Emilio - Eu não acredito, pois essas empresas sabem que o petróleo vai acabar. Elas têm que ter outro produto pra vender depois. Então, as empresas estão pesquisando. As empresas de energia vão ter um novo mercado, hoje elas vendem eletricidade e, a partir de suas hidrelétricas, elas vão produzir hidrogênio para o setor de transporte. Nós poderemos ter postos de energia da Copel, da Cemig, concorrendo com postos de hidrogênio da Petrobrás, da Texaco. E acredito até em fusões entre elas para sobreviverem. E não só entre elas. Por exemplo, a Copel hoje tem parte da Compagás, assim como a Petrobrás, porque eles enxergam gás natural como fonte de energia, até mesmo para produzir hidrogênio.
ambientebrasil - E quanto às fábricas de automóveis?
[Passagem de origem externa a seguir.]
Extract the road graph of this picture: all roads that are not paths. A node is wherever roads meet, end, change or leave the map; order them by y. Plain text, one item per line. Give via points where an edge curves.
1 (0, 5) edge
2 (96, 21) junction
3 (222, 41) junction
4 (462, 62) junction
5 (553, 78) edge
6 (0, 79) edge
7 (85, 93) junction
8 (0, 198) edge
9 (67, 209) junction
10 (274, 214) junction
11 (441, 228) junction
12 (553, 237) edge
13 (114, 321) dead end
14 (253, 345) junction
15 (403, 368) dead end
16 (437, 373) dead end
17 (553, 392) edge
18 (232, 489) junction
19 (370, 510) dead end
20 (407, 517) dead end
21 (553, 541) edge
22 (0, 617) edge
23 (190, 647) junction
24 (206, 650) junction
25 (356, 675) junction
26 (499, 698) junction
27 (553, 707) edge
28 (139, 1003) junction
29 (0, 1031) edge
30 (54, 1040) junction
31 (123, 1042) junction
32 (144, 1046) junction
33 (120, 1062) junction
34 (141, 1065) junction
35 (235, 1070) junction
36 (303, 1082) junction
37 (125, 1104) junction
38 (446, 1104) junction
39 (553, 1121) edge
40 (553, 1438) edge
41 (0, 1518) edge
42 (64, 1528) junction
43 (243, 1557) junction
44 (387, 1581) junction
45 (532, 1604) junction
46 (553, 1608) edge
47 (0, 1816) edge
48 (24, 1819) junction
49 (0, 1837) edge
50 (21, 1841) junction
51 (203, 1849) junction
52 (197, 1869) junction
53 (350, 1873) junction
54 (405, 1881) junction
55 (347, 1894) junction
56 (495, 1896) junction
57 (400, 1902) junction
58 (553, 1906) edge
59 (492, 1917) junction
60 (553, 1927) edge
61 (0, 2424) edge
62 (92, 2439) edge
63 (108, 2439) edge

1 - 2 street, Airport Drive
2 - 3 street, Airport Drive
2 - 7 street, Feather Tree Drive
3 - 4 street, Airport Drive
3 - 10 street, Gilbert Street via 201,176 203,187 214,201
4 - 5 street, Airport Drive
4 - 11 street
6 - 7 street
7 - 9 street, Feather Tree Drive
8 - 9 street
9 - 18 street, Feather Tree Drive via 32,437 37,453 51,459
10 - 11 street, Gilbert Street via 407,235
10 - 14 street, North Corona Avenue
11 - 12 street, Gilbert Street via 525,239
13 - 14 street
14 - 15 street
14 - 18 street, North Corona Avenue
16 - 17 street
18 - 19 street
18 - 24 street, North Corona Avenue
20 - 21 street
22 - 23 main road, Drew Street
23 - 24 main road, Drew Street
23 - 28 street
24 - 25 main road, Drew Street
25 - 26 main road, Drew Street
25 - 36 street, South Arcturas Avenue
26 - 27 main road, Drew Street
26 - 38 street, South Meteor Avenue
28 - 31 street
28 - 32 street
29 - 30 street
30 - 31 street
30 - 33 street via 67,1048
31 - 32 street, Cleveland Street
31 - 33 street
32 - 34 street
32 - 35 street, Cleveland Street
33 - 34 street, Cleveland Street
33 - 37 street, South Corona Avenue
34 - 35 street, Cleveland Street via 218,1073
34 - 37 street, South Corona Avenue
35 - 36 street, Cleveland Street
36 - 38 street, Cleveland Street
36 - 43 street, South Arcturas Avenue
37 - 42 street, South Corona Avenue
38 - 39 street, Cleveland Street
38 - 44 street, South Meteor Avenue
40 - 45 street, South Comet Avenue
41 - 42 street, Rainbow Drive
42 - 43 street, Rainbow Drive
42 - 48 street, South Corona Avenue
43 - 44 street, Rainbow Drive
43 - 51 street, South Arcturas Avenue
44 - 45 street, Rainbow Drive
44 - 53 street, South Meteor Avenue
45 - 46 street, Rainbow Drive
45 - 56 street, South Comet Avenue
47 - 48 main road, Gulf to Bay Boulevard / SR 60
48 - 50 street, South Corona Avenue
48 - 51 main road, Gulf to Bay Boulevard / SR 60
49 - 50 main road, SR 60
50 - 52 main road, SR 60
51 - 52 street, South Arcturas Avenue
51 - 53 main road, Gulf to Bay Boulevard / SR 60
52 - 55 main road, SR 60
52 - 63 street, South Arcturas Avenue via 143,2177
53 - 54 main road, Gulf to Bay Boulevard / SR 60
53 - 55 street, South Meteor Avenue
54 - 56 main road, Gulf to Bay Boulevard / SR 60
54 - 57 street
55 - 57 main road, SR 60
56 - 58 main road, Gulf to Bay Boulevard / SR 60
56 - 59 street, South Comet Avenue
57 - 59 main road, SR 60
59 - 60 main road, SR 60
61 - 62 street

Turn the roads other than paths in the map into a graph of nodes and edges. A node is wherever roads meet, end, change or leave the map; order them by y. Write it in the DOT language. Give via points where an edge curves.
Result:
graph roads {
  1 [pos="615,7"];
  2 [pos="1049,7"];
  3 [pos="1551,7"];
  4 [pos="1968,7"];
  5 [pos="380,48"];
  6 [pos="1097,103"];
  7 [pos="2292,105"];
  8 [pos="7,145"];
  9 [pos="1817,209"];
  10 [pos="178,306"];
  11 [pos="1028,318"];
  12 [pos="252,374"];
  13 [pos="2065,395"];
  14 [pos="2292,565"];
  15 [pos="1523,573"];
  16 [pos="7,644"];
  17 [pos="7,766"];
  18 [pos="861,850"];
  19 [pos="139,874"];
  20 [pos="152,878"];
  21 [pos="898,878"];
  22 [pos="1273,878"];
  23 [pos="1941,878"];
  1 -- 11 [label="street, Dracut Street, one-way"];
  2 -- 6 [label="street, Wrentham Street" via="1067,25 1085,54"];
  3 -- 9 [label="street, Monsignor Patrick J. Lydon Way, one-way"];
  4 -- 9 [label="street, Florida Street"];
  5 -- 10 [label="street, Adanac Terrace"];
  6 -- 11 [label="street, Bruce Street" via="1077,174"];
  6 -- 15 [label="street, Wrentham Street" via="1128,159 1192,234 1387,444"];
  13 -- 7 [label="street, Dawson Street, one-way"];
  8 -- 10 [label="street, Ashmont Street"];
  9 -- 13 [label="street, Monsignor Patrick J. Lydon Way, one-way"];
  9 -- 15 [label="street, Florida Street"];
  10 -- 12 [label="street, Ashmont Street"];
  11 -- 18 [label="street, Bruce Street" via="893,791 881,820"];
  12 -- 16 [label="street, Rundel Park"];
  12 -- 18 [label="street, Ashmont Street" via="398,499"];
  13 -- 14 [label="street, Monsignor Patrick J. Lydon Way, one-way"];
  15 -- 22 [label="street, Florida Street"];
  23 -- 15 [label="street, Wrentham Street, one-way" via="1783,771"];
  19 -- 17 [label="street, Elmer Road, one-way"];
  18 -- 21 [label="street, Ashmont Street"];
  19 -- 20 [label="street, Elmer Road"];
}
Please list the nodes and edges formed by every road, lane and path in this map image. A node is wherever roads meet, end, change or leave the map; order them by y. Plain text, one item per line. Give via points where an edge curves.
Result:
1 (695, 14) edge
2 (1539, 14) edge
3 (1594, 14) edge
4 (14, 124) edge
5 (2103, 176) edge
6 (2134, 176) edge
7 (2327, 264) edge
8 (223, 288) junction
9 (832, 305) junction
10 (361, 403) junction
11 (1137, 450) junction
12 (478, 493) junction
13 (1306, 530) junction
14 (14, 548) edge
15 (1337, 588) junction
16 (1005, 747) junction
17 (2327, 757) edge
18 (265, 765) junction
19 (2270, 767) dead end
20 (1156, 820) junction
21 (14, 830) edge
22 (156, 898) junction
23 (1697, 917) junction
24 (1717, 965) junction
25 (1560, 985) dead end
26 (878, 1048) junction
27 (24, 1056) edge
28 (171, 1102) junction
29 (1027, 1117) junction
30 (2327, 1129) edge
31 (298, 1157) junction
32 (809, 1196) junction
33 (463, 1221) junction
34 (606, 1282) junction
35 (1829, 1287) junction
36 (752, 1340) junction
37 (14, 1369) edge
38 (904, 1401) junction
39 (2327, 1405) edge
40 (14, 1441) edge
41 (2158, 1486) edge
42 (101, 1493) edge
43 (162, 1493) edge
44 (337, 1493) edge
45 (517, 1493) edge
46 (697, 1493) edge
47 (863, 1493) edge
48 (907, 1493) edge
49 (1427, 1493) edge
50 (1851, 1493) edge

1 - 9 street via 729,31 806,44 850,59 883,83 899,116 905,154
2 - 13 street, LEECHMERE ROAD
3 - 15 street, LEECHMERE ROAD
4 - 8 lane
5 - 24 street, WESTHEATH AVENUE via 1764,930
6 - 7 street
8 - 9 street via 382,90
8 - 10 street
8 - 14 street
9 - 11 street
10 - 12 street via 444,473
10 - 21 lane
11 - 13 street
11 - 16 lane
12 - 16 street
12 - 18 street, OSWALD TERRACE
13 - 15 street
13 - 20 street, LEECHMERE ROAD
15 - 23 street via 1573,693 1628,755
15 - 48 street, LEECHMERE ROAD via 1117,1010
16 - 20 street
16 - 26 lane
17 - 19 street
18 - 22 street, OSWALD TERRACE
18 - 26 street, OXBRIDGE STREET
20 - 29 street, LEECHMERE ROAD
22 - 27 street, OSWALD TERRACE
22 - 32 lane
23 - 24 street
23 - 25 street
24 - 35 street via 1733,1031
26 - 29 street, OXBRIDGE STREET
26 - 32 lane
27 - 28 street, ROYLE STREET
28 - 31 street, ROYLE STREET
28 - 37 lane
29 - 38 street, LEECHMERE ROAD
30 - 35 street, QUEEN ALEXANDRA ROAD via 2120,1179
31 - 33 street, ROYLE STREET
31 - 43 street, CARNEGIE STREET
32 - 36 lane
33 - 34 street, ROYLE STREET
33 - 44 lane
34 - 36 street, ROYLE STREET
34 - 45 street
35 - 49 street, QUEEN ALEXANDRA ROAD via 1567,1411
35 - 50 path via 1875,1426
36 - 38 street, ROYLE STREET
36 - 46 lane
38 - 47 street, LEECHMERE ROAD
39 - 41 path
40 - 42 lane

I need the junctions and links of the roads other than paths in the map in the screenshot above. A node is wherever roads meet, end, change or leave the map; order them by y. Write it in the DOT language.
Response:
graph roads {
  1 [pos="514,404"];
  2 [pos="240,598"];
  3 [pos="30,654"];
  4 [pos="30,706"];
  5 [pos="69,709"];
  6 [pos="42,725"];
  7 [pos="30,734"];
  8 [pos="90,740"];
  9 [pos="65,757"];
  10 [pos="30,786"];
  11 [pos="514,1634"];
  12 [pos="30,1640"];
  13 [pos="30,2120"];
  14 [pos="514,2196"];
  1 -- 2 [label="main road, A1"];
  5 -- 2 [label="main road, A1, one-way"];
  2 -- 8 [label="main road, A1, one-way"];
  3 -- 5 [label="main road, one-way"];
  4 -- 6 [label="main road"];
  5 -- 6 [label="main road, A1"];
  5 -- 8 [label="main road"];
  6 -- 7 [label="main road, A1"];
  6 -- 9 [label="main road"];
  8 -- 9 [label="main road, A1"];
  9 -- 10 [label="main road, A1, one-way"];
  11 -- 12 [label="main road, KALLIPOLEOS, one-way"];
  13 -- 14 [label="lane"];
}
Emilio - Elas vão bater de frente com essas empresas, principalmente empresas que desenvolvem tecnologia de geração de energia, porque a mesma tecnologia que vai mover os veículos do futuro serve para gerar energia nas indústrias, nos hospitais e nas residências. A Honda, a GM, a Toyota estão também desenvolvendo a célula a combustível para a geração de energia em uma residência, indústria. Poderemos ter até fusões entre empresas automobilísticas e de energia. Todas tentando sobreviver no mercado. Se o custo do painel fotovoltaico - uma fonte maravilhosa de geração de energia, principalmente eletricidade - fosse baixo, ninguém mais compraria das empresas de energia elétrica, por exemplo. Se a tendência acontecer, e o custo do painel fotovoltaico diminuir e da célula a combustível também, será bem crítico para essas empresas, porque poderíamos produzir hidrogênio em casa, através da energia solar.
ambientebrasil - Isso tudo está quão próximo da gente?
Emilio - A Honda está desenvolvendo a célula a combustível para os seus veículos, para geração de energia em residências e também energia solar. Ela está desenvolvendo o que chama de Estação Residencial de Energia, que fornece energia para a casa e combustível para o carro. A partir do gás natural e da energia solar, muita coisa pode acontecer. Os interesses econômicos entre as empresas realmente vão bater de frente e vai ter que ocorrer um ajuste.